How to complete this task
Exactly repeat all the records below, omitting the images they hold.

Records for this task
=-=-=

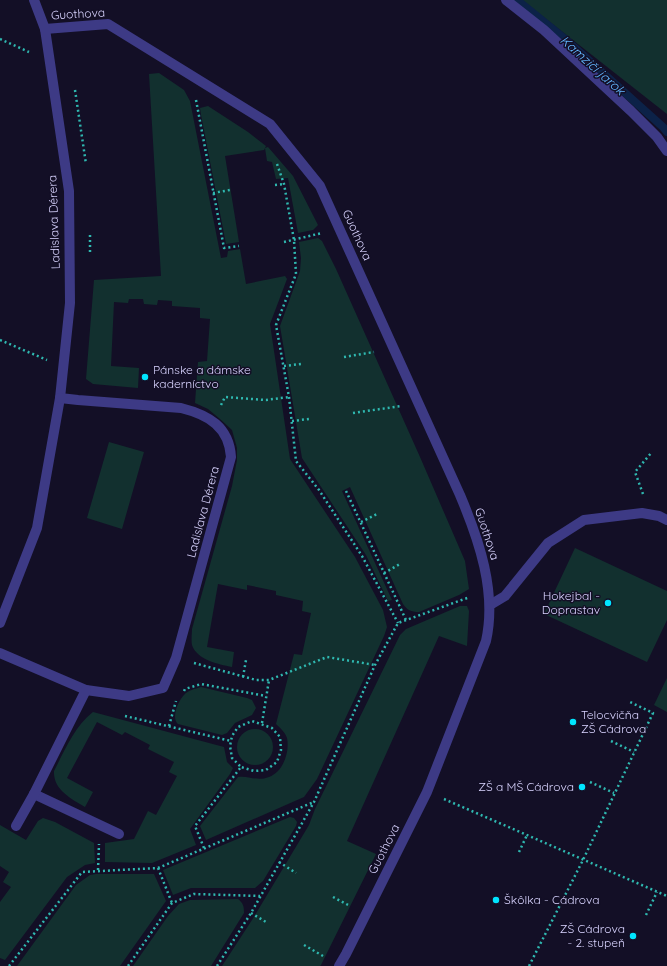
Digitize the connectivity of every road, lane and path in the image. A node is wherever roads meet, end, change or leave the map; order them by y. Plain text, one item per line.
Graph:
1 (34, 0) edge
2 (506, 0) edge
3 (45, 29) junction
4 (0, 39) edge
5 (50, 60) junction
6 (196, 99) dead end
7 (667, 151) edge
8 (274, 157) dead end
9 (284, 184) junction
10 (275, 185) dead end
11 (230, 190) dead end
12 (213, 193) junction
13 (340, 228) junction
14 (294, 240) junction
15 (284, 242) dead end
16 (240, 246) dead end
17 (0, 340) edge
18 (377, 352) dead end
19 (344, 357) dead end
20 (301, 364) dead end
21 (284, 366) junction
22 (64, 367) junction
23 (224, 397) dead end
24 (289, 397) junction
25 (60, 398) junction
26 (401, 406) dead end
27 (353, 413) dead end
28 (309, 419) dead end
29 (292, 422) junction
30 (652, 452) dead end
31 (346, 491) dead end
32 (643, 495) dead end
33 (377, 514) dead end
34 (667, 520) edge
35 (361, 522) junction
36 (400, 564) dead end
37 (384, 572) junction
38 (474, 595) dead end
39 (490, 605) junction
40 (406, 620) junction
41 (398, 622) junction
42 (0, 623) edge
43 (0, 653) edge
44 (176, 658) junction
45 (246, 660) dead end
46 (375, 665) junction
47 (243, 677) junction
48 (268, 680) junction
49 (86, 690) junction
50 (266, 696) junction
51 (630, 702) dead end
52 (123, 716) dead end
53 (262, 723) junction
54 (169, 726) junction
55 (231, 741) junction
56 (611, 741) dead end
57 (634, 752) junction
58 (241, 767) junction
59 (590, 782) dead end
60 (614, 793) junction
61 (34, 794) junction
62 (314, 802) junction
63 (462, 807) dead end
64 (16, 826) dead end
65 (119, 834) dead end
66 (527, 835) junction
67 (100, 842) dead end
68 (204, 848) junction
69 (519, 852) dead end
70 (582, 860) junction
71 (279, 862) junction
72 (158, 868) junction
73 (98, 870) junction
74 (296, 873) dead end
75 (657, 892) junction
76 (260, 896) junction
77 (667, 896) edge
78 (333, 897) dead end
79 (172, 903) junction
80 (354, 908) dead end
81 (251, 913) junction
82 (646, 915) dead end
83 (266, 922) dead end
84 (304, 945) dead end
85 (329, 959) dead end
86 (8, 966) edge
87 (128, 966) edge
88 (217, 966) edge
89 (339, 966) edge
90 (529, 966) edge

1 - 3 street, Ladislava Dérera
2 - 7 street
3 - 5 street, Ladislava Dérera
3 - 13 street, Guothova
4 - 5 path
5 - 22 street, Ladislava Dérera
6 - 12 path
8 - 9 path
9 - 10 path
9 - 14 path
11 - 12 path
12 - 16 path
13 - 14 path
13 - 39 street, Guothova
14 - 15 path
14 - 21 path
17 - 22 path
18 - 19 path
20 - 21 path
21 - 24 path
22 - 25 street, Ladislava Dérera
23 - 24 path
24 - 29 path
25 - 42 street, Ladislava Dérera
25 - 44 street, Ladislava Dérera
26 - 27 path
28 - 29 path
29 - 41 path
30 - 32 path
31 - 35 path
33 - 35 path
34 - 39 street
35 - 37 path
36 - 37 path
37 - 40 path
38 - 40 path
39 - 89 street, Guothova
40 - 41 path
41 - 46 path
43 - 49 street, Ladislava Dérera
44 - 47 path
44 - 49 street, Ladislava Dérera
45 - 47 path
46 - 48 path
46 - 62 path
47 - 48 path
48 - 50 path
49 - 61 street
50 - 53 path
50 - 54 path
51 - 57 path
52 - 54 path
53 - 55 path
53 - 58 path
54 - 55 path
55 - 58 path
56 - 57 path
57 - 60 path
58 - 68 path
59 - 60 path
60 - 70 path
61 - 64 street
61 - 65 street
62 - 68 path
62 - 71 path
63 - 66 path
66 - 69 path
66 - 70 path
67 - 73 path
68 - 72 path
70 - 75 path
70 - 90 path
71 - 74 path
71 - 76 path
72 - 73 path
72 - 79 path
73 - 86 path
75 - 77 path
75 - 82 path
76 - 79 path
76 - 81 path
78 - 80 path
79 - 87 path
81 - 83 path
81 - 88 path
84 - 85 path

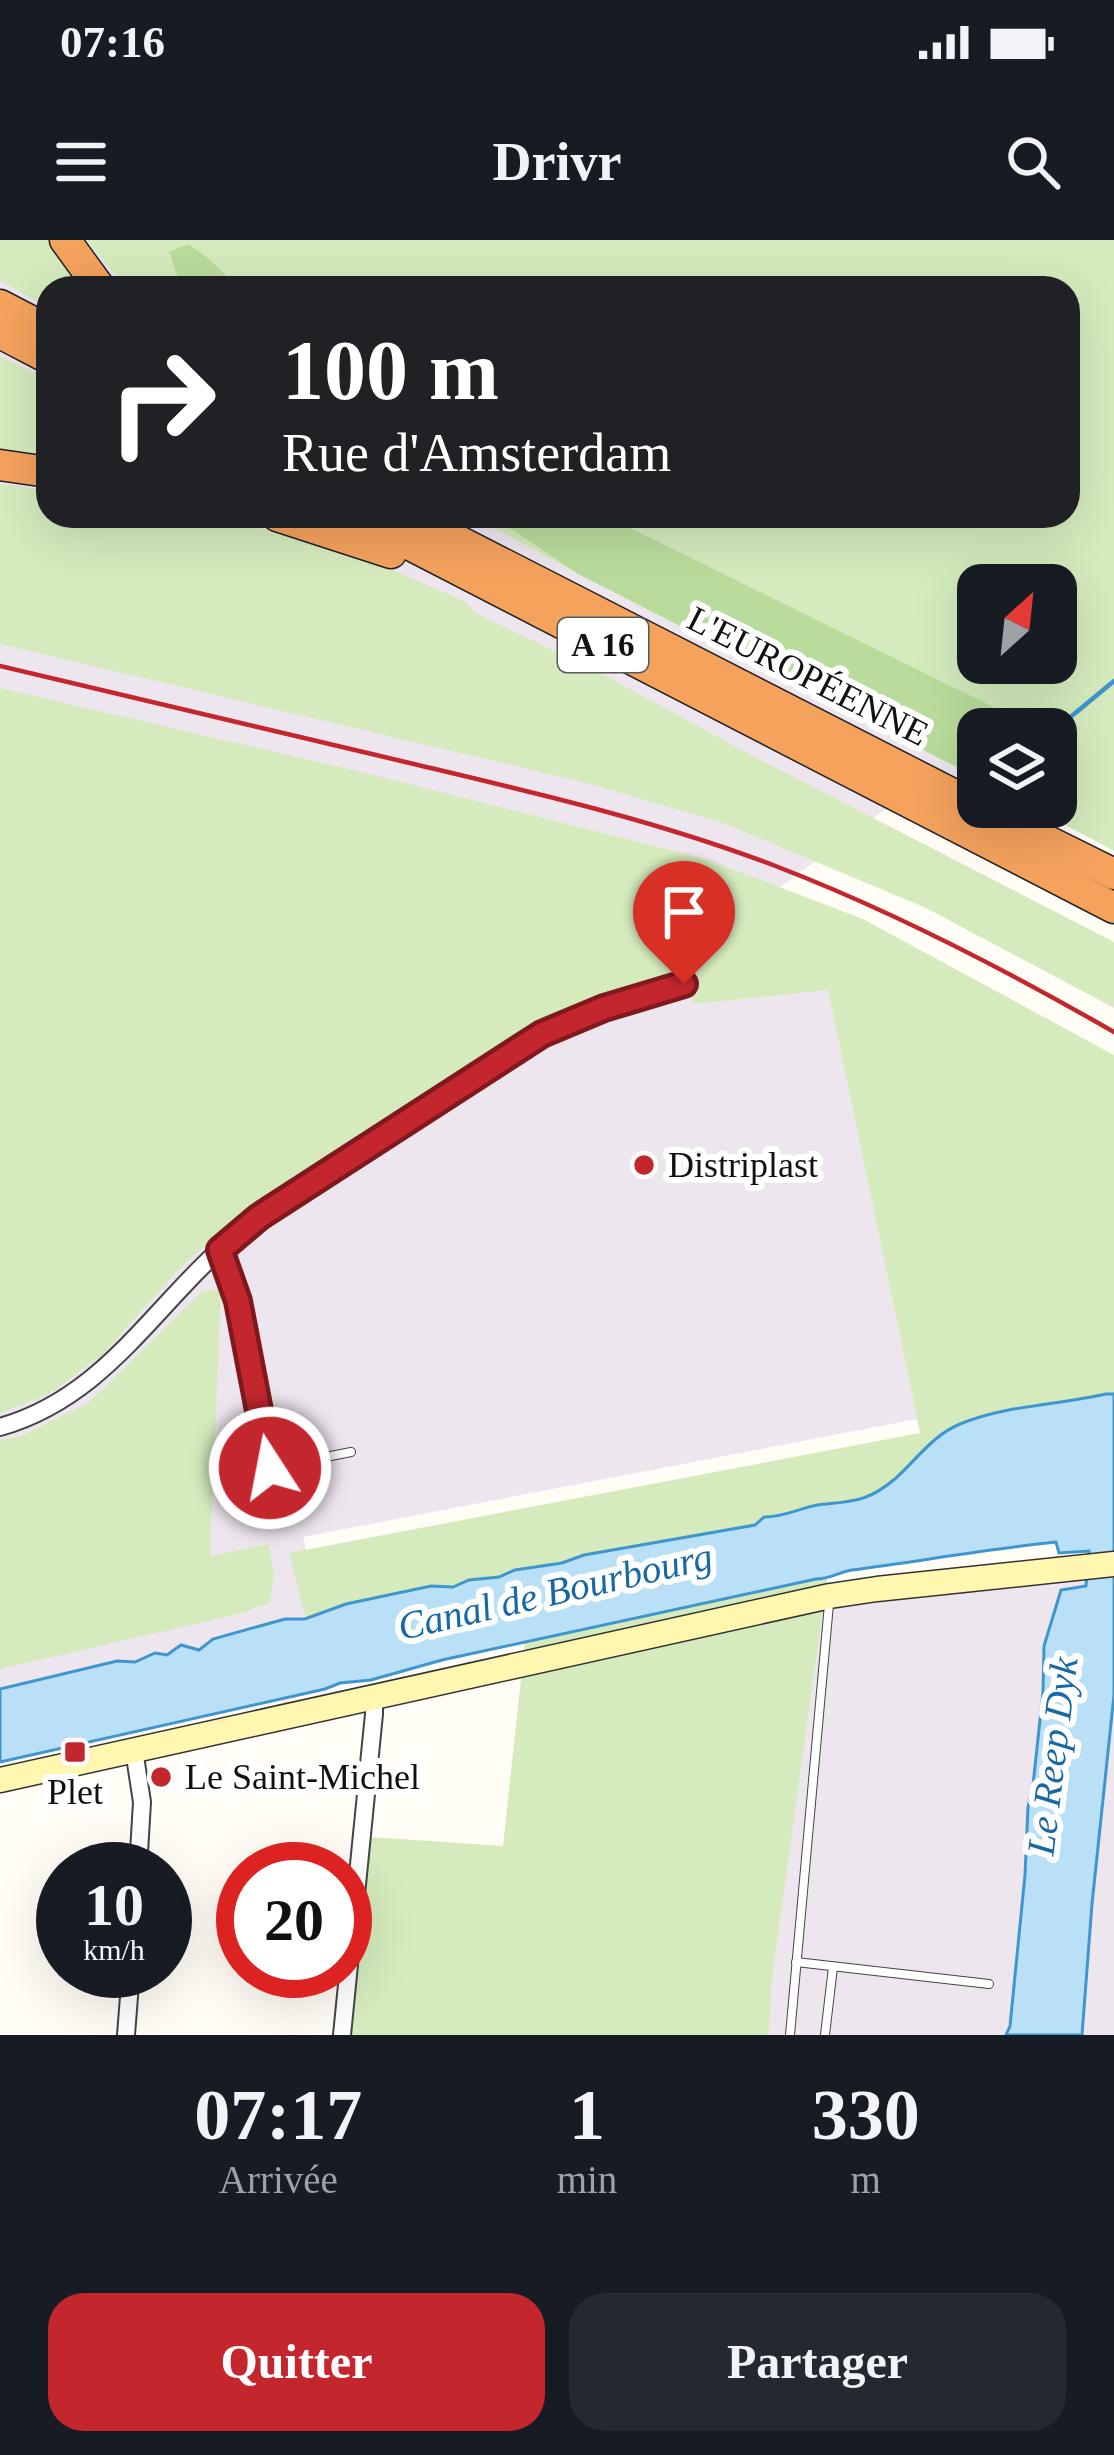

=-=-=

Result for this exercise
Digitize the connectivity of every road, lane and path in the image. A node is wherever roads meet, end, change or leave the map; order them by y. Plain text, one item per line.
Graph:
1 (34, 0) edge
2 (506, 0) edge
3 (45, 29) junction
4 (0, 39) edge
5 (50, 60) junction
6 (196, 99) dead end
7 (667, 151) edge
8 (274, 157) dead end
9 (284, 184) junction
10 (275, 185) dead end
11 (230, 190) dead end
12 (213, 193) junction
13 (340, 228) junction
14 (294, 240) junction
15 (284, 242) dead end
16 (240, 246) dead end
17 (0, 340) edge
18 (377, 352) dead end
19 (344, 357) dead end
20 (301, 364) dead end
21 (284, 366) junction
22 (64, 367) junction
23 (224, 397) dead end
24 (289, 397) junction
25 (60, 398) junction
26 (401, 406) dead end
27 (353, 413) dead end
28 (309, 419) dead end
29 (292, 422) junction
30 (652, 452) dead end
31 (346, 491) dead end
32 (643, 495) dead end
33 (377, 514) dead end
34 (667, 520) edge
35 (361, 522) junction
36 (400, 564) dead end
37 (384, 572) junction
38 (474, 595) dead end
39 (490, 605) junction
40 (406, 620) junction
41 (398, 622) junction
42 (0, 623) edge
43 (0, 653) edge
44 (176, 658) junction
45 (246, 660) dead end
46 (375, 665) junction
47 (243, 677) junction
48 (268, 680) junction
49 (86, 690) junction
50 (266, 696) junction
51 (630, 702) dead end
52 (123, 716) dead end
53 (262, 723) junction
54 (169, 726) junction
55 (231, 741) junction
56 (611, 741) dead end
57 (634, 752) junction
58 (241, 767) junction
59 (590, 782) dead end
60 (614, 793) junction
61 (34, 794) junction
62 (314, 802) junction
63 (462, 807) dead end
64 (16, 826) dead end
65 (119, 834) dead end
66 (527, 835) junction
67 (100, 842) dead end
68 (204, 848) junction
69 (519, 852) dead end
70 (582, 860) junction
71 (279, 862) junction
72 (158, 868) junction
73 (98, 870) junction
74 (296, 873) dead end
75 (657, 892) junction
76 (260, 896) junction
77 (667, 896) edge
78 (333, 897) dead end
79 (172, 903) junction
80 (354, 908) dead end
81 (251, 913) junction
82 (646, 915) dead end
83 (266, 922) dead end
84 (304, 945) dead end
85 (329, 959) dead end
86 (8, 966) edge
87 (128, 966) edge
88 (217, 966) edge
89 (339, 966) edge
90 (529, 966) edge

1 - 3 street, Ladislava Dérera
2 - 7 street
3 - 5 street, Ladislava Dérera
3 - 13 street, Guothova
4 - 5 path
5 - 22 street, Ladislava Dérera
6 - 12 path
8 - 9 path
9 - 10 path
9 - 14 path
11 - 12 path
12 - 16 path
13 - 14 path
13 - 39 street, Guothova
14 - 15 path
14 - 21 path
17 - 22 path
18 - 19 path
20 - 21 path
21 - 24 path
22 - 25 street, Ladislava Dérera
23 - 24 path
24 - 29 path
25 - 42 street, Ladislava Dérera
25 - 44 street, Ladislava Dérera
26 - 27 path
28 - 29 path
29 - 41 path
30 - 32 path
31 - 35 path
33 - 35 path
34 - 39 street
35 - 37 path
36 - 37 path
37 - 40 path
38 - 40 path
39 - 89 street, Guothova
40 - 41 path
41 - 46 path
43 - 49 street, Ladislava Dérera
44 - 47 path
44 - 49 street, Ladislava Dérera
45 - 47 path
46 - 48 path
46 - 62 path
47 - 48 path
48 - 50 path
49 - 61 street
50 - 53 path
50 - 54 path
51 - 57 path
52 - 54 path
53 - 55 path
53 - 58 path
54 - 55 path
55 - 58 path
56 - 57 path
57 - 60 path
58 - 68 path
59 - 60 path
60 - 70 path
61 - 64 street
61 - 65 street
62 - 68 path
62 - 71 path
63 - 66 path
66 - 69 path
66 - 70 path
67 - 73 path
68 - 72 path
70 - 75 path
70 - 90 path
71 - 74 path
71 - 76 path
72 - 73 path
72 - 79 path
73 - 86 path
75 - 77 path
75 - 82 path
76 - 79 path
76 - 81 path
78 - 80 path
79 - 87 path
81 - 83 path
81 - 88 path
84 - 85 path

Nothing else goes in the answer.